### Data extracts
- - - - -
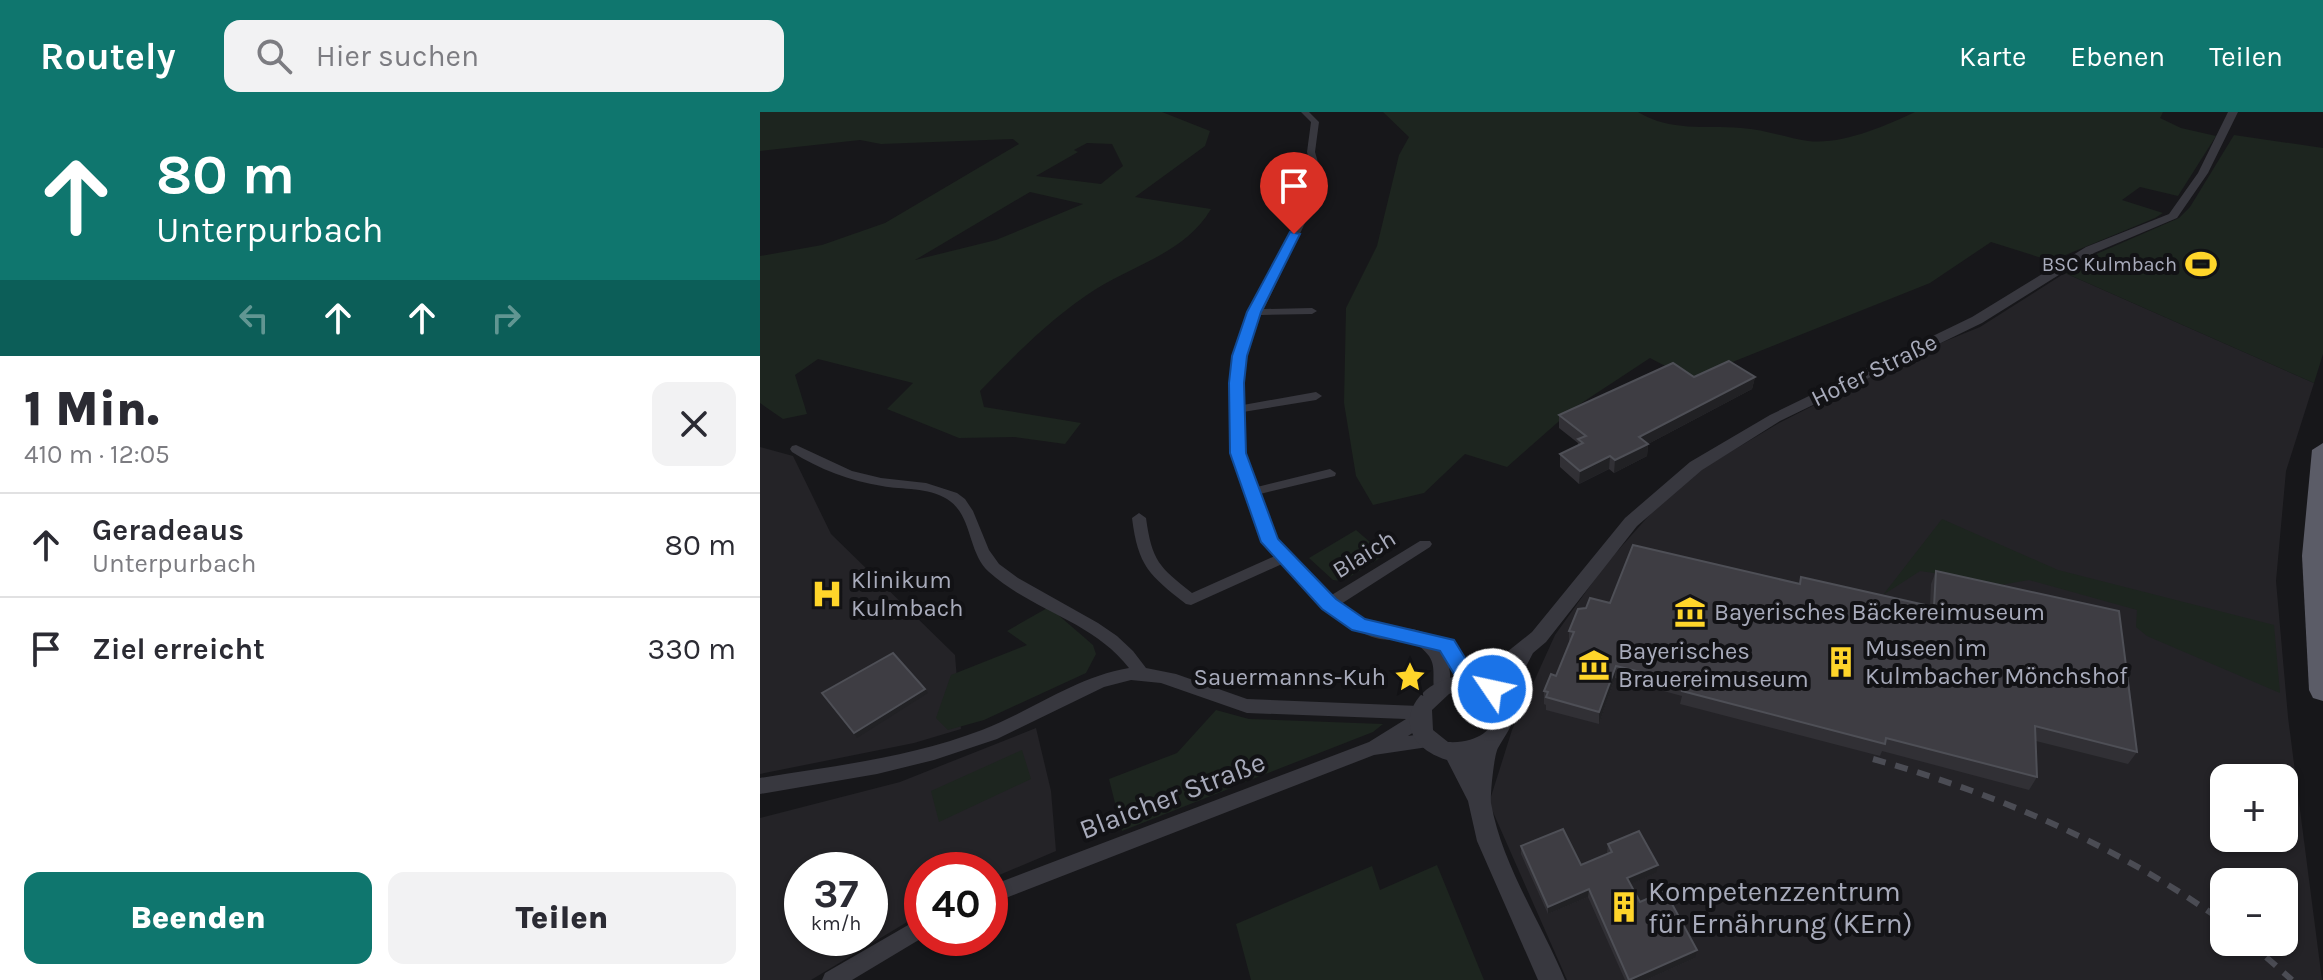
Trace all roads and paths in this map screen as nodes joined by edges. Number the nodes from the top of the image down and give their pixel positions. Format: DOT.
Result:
graph roads {
  1 [pos="1305,112"];
  2 [pos="2233,112"];
  3 [pos="1312,311"];
  4 [pos="1254,312"];
  5 [pos="1316,396"];
  6 [pos="1236,410"];
  7 [pos="796,449"];
  8 [pos="2323,450"];
  9 [pos="1330,473"];
  10 [pos="1252,492"];
  11 [pos="1139,518"];
  12 [pos="1425,544"];
  13 [pos="1282,558"];
  14 [pos="1329,604"];
  15 [pos="1418,637"];
  16 [pos="1523,654"];
  17 [pos="1142,674"];
  18 [pos="1475,683"];
  19 [pos="1441,687"];
  20 [pos="2323,690"];
  21 [pos="1500,697"];
  22 [pos="1419,716"];
  23 [pos="1428,740"];
  24 [pos="1488,744"];
  25 [pos="1373,748"];
  26 [pos="1454,752"];
  27 [pos="760,786"];
  28 [pos="1479,800"];
  29 [pos="1008,888"];
  30 [pos="904,938"];
  31 [pos="832,980"];
  32 [pos="1552,980"];
  1 -- 4 [label="street"];
  2 -- 16 [label="street, Hofer Straße"];
  3 -- 4 [label="street"];
  4 -- 6 [label="street"];
  5 -- 6 [label="street"];
  6 -- 10 [label="street"];
  7 -- 17 [label="street"];
  8 -- 20 [label="highway"];
  9 -- 10 [label="street"];
  10 -- 13 [label="street"];
  11 -- 13 [label="street"];
  12 -- 14 [label="street, Blaich"];
  13 -- 14 [label="street"];
  14 -- 15 [label="street, Blaich"];
  15 -- 18 [label="street, Blaich"];
  15 -- 19 [label="street"];
  16 -- 18 [label="street, Hofer Straße"];
  16 -- 21 [label="street, Hofer Straße"];
  17 -- 22 [label="street"];
  17 -- 27 [label="street"];
  18 -- 19 [label="street"];
  18 -- 21 [label="street"];
  19 -- 22 [label="street"];
  21 -- 24 [label="street"];
  22 -- 23 [label="street"];
  22 -- 25 [label="street, Blaicher Straße"];
  23 -- 25 [label="street, Blaicher Straße"];
  23 -- 26 [label="street"];
  24 -- 26 [label="street"];
  24 -- 28 [label="street"];
  25 -- 29 [label="street, Blaicher Straße"];
  26 -- 28 [label="street"];
  28 -- 32 [label="street"];
  30 -- 31 [label="street"];
}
- - - - -
Give every entry again word for word; no images belong in the copy.

### Written response
Trace all roads and paths in this map screen as nodes joined by edges. Number the nodes from the top of the image down and give their pixel positions. Format: DOT.
Result:
graph roads {
  1 [pos="1305,112"];
  2 [pos="2233,112"];
  3 [pos="1312,311"];
  4 [pos="1254,312"];
  5 [pos="1316,396"];
  6 [pos="1236,410"];
  7 [pos="796,449"];
  8 [pos="2323,450"];
  9 [pos="1330,473"];
  10 [pos="1252,492"];
  11 [pos="1139,518"];
  12 [pos="1425,544"];
  13 [pos="1282,558"];
  14 [pos="1329,604"];
  15 [pos="1418,637"];
  16 [pos="1523,654"];
  17 [pos="1142,674"];
  18 [pos="1475,683"];
  19 [pos="1441,687"];
  20 [pos="2323,690"];
  21 [pos="1500,697"];
  22 [pos="1419,716"];
  23 [pos="1428,740"];
  24 [pos="1488,744"];
  25 [pos="1373,748"];
  26 [pos="1454,752"];
  27 [pos="760,786"];
  28 [pos="1479,800"];
  29 [pos="1008,888"];
  30 [pos="904,938"];
  31 [pos="832,980"];
  32 [pos="1552,980"];
  1 -- 4 [label="street"];
  2 -- 16 [label="street, Hofer Straße"];
  3 -- 4 [label="street"];
  4 -- 6 [label="street"];
  5 -- 6 [label="street"];
  6 -- 10 [label="street"];
  7 -- 17 [label="street"];
  8 -- 20 [label="highway"];
  9 -- 10 [label="street"];
  10 -- 13 [label="street"];
  11 -- 13 [label="street"];
  12 -- 14 [label="street, Blaich"];
  13 -- 14 [label="street"];
  14 -- 15 [label="street, Blaich"];
  15 -- 18 [label="street, Blaich"];
  15 -- 19 [label="street"];
  16 -- 18 [label="street, Hofer Straße"];
  16 -- 21 [label="street, Hofer Straße"];
  17 -- 22 [label="street"];
  17 -- 27 [label="street"];
  18 -- 19 [label="street"];
  18 -- 21 [label="street"];
  19 -- 22 [label="street"];
  21 -- 24 [label="street"];
  22 -- 23 [label="street"];
  22 -- 25 [label="street, Blaicher Straße"];
  23 -- 25 [label="street, Blaicher Straße"];
  23 -- 26 [label="street"];
  24 -- 26 [label="street"];
  24 -- 28 [label="street"];
  25 -- 29 [label="street, Blaicher Straße"];
  26 -- 28 [label="street"];
  28 -- 32 [label="street"];
  30 -- 31 [label="street"];
}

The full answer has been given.